We are proud to announce that eleven Safe Passage high school students, four mothers, and one father received diplomas this year. Some have decided to enter the formal workforce right away and others have already begun preparing for their college entrance exams.

According to UNICEF, in Guatemala only about 40% of school-aged male students obtain a secondary education. The number is even less for female students. The Guatemala City garbage dump has been open and informally employing generation after generation for the past sixty years. These eleven graduates have effectively broken that cycle of poverty; it only takes one generation to do so. 

With the degrees these students now hold, they are ahead of the majority of their Guatemalan peers. It should really be no surprise that some are still unsure of what’s coming next for them—they have so many options to choose from. They could become teachers, they could balance budgets for multi-national corporations, they could open their own restaurants. Amidst all the uncertainty, though, one thing is clear: they will never have to work in the garbage dump.

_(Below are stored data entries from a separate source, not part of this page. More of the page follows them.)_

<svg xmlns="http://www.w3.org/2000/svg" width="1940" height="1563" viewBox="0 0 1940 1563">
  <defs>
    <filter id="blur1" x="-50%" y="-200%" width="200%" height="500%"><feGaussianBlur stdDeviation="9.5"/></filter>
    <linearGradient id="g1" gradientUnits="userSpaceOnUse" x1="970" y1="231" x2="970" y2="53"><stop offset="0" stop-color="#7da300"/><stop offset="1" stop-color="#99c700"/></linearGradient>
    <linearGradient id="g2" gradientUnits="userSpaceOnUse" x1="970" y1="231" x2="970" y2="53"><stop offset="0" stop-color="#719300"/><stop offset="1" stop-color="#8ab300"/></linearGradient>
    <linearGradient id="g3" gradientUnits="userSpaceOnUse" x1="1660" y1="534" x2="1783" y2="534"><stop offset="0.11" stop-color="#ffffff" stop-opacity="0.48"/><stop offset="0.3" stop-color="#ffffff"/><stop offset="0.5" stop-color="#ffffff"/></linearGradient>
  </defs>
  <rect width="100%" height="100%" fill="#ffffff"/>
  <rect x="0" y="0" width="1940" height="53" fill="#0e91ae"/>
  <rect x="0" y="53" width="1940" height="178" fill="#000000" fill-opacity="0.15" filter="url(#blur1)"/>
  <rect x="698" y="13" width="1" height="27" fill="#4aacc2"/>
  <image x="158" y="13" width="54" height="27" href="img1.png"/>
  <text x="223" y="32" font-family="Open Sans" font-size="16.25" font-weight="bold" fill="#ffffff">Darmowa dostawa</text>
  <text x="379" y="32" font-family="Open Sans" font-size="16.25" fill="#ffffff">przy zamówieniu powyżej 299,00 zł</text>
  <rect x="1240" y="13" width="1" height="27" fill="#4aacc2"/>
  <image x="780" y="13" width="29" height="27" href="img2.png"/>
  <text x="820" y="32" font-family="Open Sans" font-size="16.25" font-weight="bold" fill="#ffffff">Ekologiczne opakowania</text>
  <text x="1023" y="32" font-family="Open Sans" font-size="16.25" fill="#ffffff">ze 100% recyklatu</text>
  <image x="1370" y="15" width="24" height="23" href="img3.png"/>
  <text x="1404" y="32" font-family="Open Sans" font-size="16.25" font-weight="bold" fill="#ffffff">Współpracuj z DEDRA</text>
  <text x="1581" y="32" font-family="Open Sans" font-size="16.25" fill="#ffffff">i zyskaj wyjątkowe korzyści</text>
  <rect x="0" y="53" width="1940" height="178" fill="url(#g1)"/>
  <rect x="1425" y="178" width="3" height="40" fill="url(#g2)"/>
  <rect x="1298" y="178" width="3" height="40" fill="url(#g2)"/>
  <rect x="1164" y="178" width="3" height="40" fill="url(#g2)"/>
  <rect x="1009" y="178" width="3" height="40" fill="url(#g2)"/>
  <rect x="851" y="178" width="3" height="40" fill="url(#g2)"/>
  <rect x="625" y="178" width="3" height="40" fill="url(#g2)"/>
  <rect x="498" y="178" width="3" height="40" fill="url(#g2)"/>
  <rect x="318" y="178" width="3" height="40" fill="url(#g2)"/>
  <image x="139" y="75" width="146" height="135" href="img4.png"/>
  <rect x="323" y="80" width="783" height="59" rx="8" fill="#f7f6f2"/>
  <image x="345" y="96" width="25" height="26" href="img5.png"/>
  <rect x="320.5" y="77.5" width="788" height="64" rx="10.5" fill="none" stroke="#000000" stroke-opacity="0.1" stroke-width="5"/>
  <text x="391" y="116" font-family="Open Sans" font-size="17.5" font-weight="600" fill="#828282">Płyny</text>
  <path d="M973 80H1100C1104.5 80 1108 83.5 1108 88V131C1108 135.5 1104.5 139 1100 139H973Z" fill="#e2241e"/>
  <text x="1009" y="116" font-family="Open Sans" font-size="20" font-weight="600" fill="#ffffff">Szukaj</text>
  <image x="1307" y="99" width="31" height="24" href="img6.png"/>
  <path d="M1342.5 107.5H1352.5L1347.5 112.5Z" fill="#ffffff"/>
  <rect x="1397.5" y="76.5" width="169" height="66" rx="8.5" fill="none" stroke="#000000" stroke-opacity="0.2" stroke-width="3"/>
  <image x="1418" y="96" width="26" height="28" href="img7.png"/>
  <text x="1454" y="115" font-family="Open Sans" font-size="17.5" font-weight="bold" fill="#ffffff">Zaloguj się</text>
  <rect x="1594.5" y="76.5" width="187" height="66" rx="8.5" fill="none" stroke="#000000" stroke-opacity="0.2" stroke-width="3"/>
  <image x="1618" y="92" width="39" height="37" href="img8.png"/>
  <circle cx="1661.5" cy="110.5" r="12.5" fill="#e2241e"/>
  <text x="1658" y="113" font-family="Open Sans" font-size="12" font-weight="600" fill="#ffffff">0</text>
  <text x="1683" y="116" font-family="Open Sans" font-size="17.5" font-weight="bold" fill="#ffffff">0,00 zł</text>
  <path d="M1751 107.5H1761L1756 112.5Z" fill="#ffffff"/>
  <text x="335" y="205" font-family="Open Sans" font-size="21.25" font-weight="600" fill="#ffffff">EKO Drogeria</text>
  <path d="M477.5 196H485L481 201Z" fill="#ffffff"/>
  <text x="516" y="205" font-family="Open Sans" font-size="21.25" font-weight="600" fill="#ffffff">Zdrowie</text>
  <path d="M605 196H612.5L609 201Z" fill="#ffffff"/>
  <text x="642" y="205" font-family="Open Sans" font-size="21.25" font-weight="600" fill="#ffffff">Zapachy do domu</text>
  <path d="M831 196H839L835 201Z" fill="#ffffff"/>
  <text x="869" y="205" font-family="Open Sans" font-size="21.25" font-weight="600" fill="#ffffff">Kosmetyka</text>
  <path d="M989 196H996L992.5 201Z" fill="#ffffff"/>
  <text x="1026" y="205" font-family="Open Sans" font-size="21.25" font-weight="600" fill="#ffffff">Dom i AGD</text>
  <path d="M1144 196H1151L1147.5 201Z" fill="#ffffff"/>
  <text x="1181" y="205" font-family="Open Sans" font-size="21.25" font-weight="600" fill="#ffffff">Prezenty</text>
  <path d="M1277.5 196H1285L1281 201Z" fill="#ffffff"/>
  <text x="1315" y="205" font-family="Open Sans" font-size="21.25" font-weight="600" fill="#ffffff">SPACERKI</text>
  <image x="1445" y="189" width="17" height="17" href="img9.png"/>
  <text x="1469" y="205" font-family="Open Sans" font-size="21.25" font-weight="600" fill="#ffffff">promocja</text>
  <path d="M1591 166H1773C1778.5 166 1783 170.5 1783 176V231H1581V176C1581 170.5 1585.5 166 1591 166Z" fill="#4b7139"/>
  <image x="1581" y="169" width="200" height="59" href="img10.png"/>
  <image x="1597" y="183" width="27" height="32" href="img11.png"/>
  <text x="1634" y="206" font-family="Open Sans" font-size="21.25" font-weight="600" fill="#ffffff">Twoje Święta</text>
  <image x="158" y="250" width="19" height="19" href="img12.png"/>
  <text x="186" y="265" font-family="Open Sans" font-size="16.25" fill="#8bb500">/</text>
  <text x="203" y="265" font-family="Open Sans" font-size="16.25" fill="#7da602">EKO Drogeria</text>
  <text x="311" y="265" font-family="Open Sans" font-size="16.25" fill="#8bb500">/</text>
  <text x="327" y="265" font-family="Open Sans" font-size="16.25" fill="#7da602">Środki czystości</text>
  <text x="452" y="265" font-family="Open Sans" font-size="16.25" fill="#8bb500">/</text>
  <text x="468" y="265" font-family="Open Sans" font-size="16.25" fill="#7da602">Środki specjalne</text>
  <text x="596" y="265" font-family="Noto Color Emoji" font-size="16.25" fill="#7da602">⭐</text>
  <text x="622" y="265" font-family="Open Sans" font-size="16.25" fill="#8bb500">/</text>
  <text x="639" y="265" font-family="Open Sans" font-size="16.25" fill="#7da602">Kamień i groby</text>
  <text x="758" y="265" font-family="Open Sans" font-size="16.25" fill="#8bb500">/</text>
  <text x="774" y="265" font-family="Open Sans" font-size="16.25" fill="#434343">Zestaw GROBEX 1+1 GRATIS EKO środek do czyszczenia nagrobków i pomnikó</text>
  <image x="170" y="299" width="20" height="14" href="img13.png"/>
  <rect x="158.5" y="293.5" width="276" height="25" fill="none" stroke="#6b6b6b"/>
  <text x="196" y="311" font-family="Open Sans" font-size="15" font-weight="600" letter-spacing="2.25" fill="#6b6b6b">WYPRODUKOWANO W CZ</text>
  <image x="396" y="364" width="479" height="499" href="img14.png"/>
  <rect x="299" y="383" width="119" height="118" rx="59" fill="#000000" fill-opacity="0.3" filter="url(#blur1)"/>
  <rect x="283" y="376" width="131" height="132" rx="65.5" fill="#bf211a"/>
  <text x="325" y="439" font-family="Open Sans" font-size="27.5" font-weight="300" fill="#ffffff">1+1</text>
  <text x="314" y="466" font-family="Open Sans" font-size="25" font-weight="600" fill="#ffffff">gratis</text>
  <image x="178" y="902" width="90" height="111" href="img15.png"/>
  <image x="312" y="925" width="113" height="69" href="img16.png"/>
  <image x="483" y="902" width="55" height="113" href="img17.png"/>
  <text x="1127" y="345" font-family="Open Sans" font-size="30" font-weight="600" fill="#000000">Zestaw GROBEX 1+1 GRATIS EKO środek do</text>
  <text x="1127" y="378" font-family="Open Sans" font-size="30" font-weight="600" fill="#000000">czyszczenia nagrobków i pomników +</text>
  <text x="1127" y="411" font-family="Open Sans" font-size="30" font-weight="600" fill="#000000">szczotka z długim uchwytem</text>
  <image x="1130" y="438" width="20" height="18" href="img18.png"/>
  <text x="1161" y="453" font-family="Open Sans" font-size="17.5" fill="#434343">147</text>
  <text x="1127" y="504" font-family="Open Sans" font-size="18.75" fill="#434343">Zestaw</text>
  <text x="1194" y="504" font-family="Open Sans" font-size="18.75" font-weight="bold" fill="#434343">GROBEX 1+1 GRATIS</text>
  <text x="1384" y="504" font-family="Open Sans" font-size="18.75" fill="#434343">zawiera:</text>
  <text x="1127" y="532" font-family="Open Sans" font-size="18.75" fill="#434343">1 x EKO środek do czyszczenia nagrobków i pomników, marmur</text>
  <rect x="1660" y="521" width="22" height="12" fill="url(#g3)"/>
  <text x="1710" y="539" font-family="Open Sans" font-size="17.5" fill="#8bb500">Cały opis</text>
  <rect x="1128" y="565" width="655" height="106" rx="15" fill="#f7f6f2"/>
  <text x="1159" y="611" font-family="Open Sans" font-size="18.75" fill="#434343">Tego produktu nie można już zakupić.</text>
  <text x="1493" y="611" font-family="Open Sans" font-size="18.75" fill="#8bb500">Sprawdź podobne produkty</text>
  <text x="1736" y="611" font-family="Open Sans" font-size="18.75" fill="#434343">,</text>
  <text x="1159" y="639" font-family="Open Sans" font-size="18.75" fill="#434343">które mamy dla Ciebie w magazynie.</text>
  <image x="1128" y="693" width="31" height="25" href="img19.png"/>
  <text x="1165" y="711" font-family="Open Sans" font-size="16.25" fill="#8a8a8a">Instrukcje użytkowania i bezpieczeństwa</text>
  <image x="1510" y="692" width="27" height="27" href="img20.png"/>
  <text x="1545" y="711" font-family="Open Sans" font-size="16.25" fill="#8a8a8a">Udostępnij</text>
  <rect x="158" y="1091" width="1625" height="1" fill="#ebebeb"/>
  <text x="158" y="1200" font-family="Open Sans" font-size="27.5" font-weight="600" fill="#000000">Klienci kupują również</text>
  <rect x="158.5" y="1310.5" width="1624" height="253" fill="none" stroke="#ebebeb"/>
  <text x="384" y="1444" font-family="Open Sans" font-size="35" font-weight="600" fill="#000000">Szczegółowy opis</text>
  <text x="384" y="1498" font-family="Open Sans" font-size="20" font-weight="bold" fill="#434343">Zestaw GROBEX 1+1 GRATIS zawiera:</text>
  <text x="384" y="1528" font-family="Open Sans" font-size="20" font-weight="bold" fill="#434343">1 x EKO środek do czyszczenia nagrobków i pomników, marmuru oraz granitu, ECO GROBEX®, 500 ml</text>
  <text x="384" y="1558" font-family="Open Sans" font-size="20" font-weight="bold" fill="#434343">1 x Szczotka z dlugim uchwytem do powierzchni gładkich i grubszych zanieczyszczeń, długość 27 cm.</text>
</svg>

Four mothers and one father of Safe Passage walked the stage as well last Saturday during the Adult Literacy graduation. They received their sixth-grade diplomas, which will undoubtedly open up formal income opportunities for them all. Perhaps even more importantly, though, these parents are now shining examples, to their children and family members who attend Safe Passage, that education matters. The father who graduated is named Zefer. At graduation, I was sitting behind his younger brother Junior, who will be in high school next year. As Zefer crossed the stage to accept his diploma, Junior looked back at me. “That,” he said, pointing at Zefer. “That is my brother who is graduating.” He was shaking his head, near tears. “I just can’t believe it.”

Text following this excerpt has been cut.